I'm trying to understand the basics of C++ classes and the different forms of copying a class to another one, I made a simple class that use a table as a stack and i created simple function for stacking/unstacking integers pileInt.h :

class pile_entier{
    public:
        int* p;
        int n;
        int counter;
    
    public:
        //Constructeurs & Déstructeurs
        pile_entier(int n);
        pile_entier();
        ~pile_entier();
        //Les Méthodes
        void empile(int p);
        int depile();
        int pleine();
        int vide();
    
};

pileInt.cpp :

#include <iostream>
#include "pileInt.h"

pile_entier::pile_entier(int l){
    n=l;
    p=new int [n];
    counter=0;
}
pile_entier::pile_entier(){
    n=20;
    p=new int [n];  
    counter=0;
}
pile_entier::~pile_entier(){
    delete[] p;
}
int pile_entier::pleine(){
    return counter ==n;
}
int pile_entier::vide(){
    return counter==0;
}
void pile_entier::empile(int i){
    if(pleine()){
        std::cerr << "La pile est pleine !" << std::endl;
        return;
    }
    p[counter++]=i;
}
int pile_entier::depile(){
    if(vide()){
        std::cerr << "La pile est vide !" << std::endl;
        return 1;
    }
    return p[--counter];
}

main.cpp :

#include <iostream>
#include "pileInt.h"
int main(void){
    pile_entier a(10);
    a.empile(1);
    a.empile(2);
    pile_entier b = a;

    std::cout << b.depile() <<std::endl;
    std::cout << a.depile() <<std::endl;
    return 0;
}

Note : Some terms are in french as i study in french : depile mean unsatck empile mean stack pile mean stack

Because i made a shallow copy the two should share the same table, thus unstacking 2 form the object b should affect a , witch if unstacked should give 1 because 2 is already unstacked by b.depile() but in my terminal it shows 2 2 rather than 2 1. I could'nt understand why ?

Upvotes: 0

Views: 76

Answers (1)

Sam Varshavchik
Sam Varshavchik

Reputation: 118445

pile_entier b = a;

You now have two objects, b and a. Each one has its own p, its own n, and its own counter.
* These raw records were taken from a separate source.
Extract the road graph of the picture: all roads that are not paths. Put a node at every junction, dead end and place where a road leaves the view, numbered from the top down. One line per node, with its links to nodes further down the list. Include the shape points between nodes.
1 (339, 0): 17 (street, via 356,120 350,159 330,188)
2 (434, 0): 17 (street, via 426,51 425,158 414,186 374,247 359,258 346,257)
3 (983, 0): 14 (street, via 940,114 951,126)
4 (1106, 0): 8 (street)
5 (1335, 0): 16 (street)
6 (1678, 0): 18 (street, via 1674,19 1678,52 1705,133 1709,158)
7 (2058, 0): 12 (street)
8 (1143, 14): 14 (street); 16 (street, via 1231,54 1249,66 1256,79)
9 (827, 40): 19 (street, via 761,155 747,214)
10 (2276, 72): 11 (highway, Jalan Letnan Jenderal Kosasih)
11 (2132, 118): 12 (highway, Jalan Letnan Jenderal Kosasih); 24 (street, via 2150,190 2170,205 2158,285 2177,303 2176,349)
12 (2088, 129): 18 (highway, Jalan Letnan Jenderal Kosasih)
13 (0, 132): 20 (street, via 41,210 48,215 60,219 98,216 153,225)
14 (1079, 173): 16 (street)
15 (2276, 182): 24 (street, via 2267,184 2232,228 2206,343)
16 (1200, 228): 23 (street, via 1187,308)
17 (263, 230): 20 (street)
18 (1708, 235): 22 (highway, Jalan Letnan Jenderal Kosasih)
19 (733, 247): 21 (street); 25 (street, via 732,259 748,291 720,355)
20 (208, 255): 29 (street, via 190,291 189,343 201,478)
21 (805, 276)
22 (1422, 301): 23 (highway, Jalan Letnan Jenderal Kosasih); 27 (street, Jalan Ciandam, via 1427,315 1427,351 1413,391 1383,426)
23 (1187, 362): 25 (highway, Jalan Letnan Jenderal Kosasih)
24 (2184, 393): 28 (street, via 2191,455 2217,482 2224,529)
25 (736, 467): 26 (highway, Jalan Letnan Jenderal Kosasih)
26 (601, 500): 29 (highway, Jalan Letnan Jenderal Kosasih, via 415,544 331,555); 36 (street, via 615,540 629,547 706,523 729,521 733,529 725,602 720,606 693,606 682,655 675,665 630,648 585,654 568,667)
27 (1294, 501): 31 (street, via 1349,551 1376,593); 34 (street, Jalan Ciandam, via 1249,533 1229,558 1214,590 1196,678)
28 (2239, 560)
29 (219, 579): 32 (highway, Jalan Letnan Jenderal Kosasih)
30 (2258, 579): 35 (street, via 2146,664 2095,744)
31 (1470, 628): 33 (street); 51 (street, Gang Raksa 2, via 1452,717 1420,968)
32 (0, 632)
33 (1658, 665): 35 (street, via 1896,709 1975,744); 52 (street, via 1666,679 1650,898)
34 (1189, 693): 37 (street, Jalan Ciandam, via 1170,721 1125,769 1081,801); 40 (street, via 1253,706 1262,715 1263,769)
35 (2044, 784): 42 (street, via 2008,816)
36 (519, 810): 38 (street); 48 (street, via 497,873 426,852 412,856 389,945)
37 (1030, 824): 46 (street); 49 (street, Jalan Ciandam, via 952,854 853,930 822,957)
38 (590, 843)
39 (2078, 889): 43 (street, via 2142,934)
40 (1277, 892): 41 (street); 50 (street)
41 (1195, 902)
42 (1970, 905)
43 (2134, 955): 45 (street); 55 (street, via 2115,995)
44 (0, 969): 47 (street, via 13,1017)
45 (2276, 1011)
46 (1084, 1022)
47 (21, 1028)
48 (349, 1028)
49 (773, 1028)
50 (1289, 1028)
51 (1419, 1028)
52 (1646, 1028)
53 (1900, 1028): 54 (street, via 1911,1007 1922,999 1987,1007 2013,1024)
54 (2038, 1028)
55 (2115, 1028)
Modifying one of the object's p, n, or counter, has no effect, whatsoever, on the other one. They are two independent objects.

std::cout << b.depile() <<std::endl;

This modifies b's counter.

std::cout << a.depile() <<std::endl;

And this will modify a's counter. It has not been modified at all, and is still what it was. Why would it not? It's a completely different object.
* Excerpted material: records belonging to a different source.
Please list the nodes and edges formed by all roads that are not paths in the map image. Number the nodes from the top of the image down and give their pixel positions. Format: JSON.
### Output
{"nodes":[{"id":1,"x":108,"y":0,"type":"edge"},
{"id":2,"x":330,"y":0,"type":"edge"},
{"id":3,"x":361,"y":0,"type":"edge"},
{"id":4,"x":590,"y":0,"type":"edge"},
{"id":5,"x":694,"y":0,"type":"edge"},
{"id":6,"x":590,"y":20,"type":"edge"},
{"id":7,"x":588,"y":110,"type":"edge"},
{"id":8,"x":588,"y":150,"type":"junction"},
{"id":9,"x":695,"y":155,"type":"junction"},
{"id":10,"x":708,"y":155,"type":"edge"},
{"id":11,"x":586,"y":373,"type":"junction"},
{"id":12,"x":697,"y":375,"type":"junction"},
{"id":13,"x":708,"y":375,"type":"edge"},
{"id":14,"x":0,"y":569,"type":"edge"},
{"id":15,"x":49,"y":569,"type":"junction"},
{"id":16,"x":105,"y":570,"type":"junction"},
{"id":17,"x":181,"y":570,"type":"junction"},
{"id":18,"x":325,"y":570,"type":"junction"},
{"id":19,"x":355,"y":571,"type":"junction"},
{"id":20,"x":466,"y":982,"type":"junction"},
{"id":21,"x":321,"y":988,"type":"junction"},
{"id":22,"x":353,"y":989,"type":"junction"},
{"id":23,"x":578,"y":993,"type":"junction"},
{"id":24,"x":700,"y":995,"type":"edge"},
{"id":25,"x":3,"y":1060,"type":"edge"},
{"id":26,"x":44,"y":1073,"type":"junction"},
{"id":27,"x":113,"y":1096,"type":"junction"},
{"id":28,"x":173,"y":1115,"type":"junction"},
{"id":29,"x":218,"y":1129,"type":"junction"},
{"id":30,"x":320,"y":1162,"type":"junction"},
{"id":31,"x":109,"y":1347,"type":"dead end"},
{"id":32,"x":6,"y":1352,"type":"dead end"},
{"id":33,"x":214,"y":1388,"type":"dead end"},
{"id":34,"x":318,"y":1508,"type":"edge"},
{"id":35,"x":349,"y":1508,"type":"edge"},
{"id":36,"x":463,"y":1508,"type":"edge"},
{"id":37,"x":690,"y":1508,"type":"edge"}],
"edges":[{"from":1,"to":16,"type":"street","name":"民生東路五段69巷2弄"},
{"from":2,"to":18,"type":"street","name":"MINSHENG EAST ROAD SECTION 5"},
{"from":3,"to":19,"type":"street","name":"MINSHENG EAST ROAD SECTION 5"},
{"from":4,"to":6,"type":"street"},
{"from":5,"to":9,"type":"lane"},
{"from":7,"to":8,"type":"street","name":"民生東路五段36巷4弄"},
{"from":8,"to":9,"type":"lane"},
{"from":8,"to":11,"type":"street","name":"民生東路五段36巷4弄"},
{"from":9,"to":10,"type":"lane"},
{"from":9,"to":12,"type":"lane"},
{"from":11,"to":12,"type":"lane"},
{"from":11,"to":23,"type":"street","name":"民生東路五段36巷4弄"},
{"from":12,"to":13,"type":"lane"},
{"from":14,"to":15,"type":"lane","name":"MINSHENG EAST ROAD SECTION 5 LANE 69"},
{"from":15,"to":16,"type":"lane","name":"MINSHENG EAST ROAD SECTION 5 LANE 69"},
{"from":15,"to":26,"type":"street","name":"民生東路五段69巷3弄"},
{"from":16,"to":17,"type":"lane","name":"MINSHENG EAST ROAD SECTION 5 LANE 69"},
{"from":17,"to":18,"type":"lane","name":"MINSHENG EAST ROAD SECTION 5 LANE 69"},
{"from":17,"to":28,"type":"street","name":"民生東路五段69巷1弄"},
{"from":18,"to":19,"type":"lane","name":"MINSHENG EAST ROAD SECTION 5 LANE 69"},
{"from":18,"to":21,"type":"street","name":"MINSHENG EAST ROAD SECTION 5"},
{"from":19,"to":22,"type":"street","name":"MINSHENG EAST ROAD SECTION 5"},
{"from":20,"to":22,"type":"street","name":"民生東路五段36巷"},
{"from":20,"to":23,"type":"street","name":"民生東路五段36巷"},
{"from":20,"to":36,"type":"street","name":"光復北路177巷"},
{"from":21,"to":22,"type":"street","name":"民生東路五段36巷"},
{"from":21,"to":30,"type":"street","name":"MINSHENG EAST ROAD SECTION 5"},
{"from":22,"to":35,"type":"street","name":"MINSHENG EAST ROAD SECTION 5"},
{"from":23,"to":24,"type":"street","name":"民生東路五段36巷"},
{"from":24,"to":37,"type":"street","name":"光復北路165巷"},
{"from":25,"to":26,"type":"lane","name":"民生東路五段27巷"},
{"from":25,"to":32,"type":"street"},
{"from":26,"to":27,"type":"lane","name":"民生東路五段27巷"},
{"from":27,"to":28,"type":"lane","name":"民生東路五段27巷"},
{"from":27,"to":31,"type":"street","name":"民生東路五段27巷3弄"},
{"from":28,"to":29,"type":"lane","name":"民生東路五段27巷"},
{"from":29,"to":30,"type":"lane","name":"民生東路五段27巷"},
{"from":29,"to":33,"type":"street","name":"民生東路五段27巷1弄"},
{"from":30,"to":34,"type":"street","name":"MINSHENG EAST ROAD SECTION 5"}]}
Additionally, both objects have the same p pointer. At the end of main() both objects gets destroyed, and the class's destructor will attempt to delete the same pointer, twice. This will result in undefined behavior.

The reason for your confusion is that you were expecting objects in C++ to work like they do in Java or C#. You described how these objects will work in Java or C# (both a and b would, effectively, be the same object) but C++ is not Java or C#, and objects in C++ work in fundamentally different ways.